Таких вопросов множество, они кажутся неразрешимыми. Но только на первый взгляд. На самом деле варианты есть. Первый — пожить, поначалу пусть и временно, в отделении сестринского ухода Наровлянской райбольницы. Второй — переехать на постоянное место жительства в любую окрестную деревню, где есть свободное государственное жилье, которое старику предоставят в тот же день.
— От любых вариантов Адам Никитич отказывается категорически, хочет жить в Белом Береге, и только в нем. Это он заявляет соцработникам, медикам. Ему предлагали полежать в стационаре — категорический отказ. Аналогичные ответы получают и специалисты администрации зоны отчуждения, которые из уважения к годам Никитича ни разу его даже не оштрафовали, — говорит начальник управления по труду и соцзащите райисполкома Галина Попович.

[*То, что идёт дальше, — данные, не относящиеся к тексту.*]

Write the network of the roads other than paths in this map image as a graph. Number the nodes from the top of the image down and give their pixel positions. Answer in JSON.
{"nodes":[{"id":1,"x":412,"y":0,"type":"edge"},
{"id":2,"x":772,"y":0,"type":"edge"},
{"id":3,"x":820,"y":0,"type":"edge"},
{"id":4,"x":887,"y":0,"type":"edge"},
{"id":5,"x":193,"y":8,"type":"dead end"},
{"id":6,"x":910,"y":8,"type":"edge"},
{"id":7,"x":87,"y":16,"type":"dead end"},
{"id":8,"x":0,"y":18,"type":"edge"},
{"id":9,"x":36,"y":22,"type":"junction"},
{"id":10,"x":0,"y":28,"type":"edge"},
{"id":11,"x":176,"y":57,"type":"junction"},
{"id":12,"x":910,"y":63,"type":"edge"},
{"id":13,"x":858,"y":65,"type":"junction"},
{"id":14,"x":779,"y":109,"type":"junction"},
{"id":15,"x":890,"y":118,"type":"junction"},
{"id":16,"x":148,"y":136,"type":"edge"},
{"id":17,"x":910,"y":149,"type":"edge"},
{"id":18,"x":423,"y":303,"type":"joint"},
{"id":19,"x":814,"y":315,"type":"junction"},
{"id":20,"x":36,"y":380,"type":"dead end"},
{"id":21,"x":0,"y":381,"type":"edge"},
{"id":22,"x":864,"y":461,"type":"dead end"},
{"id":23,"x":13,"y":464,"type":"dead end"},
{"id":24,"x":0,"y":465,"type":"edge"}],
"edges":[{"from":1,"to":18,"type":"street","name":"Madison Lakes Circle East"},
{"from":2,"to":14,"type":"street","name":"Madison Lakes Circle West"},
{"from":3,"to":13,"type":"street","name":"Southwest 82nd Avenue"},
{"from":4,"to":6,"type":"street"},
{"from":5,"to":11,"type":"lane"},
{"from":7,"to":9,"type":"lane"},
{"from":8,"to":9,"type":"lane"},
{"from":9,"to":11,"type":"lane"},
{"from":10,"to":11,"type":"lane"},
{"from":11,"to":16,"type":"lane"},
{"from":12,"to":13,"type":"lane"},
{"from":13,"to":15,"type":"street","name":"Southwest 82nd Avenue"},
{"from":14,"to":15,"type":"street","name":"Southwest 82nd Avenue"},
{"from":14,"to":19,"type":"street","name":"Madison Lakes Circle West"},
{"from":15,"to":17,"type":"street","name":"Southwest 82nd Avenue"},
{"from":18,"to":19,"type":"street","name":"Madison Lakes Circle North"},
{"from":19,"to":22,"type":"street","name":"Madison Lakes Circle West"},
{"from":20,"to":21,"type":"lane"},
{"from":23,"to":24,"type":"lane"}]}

Итак, вопросы: надо ли распинать, обвинять во всех прегрешениях власть, если человек сделал пусть странный, пусть никому, даже родным детям, непонятный, но вполне осознанный выбор? Может ли эта самая власть насильно изъять человека из привычной ему среды обитания и потом нести ответственность за безвременную, а так, наверное, и будет, кончину человека?
И напоследок. Если ребята из Мозыря захотят продолжить свою гуманитарную деятельность, то я могу назвать добрый десяток (Гридни Наровлянского района, Двор-Савичи Брагинского и так далее) деревень, где живут самоселы, которые не откажутся от того, что им передадут добрые люди. Только вот сам акт передачи нужно провести так, чтобы доброе деяние не стало наказуемым, — администрация зоны отселения, местные отделения Красного Креста, управление соцзащиты райисполкома и другие структуры, я уверен, сделают это не чинясь.
P.S. Всех, кто захочет подвергнуть автора этих заметок обструкции, я заранее прощаю.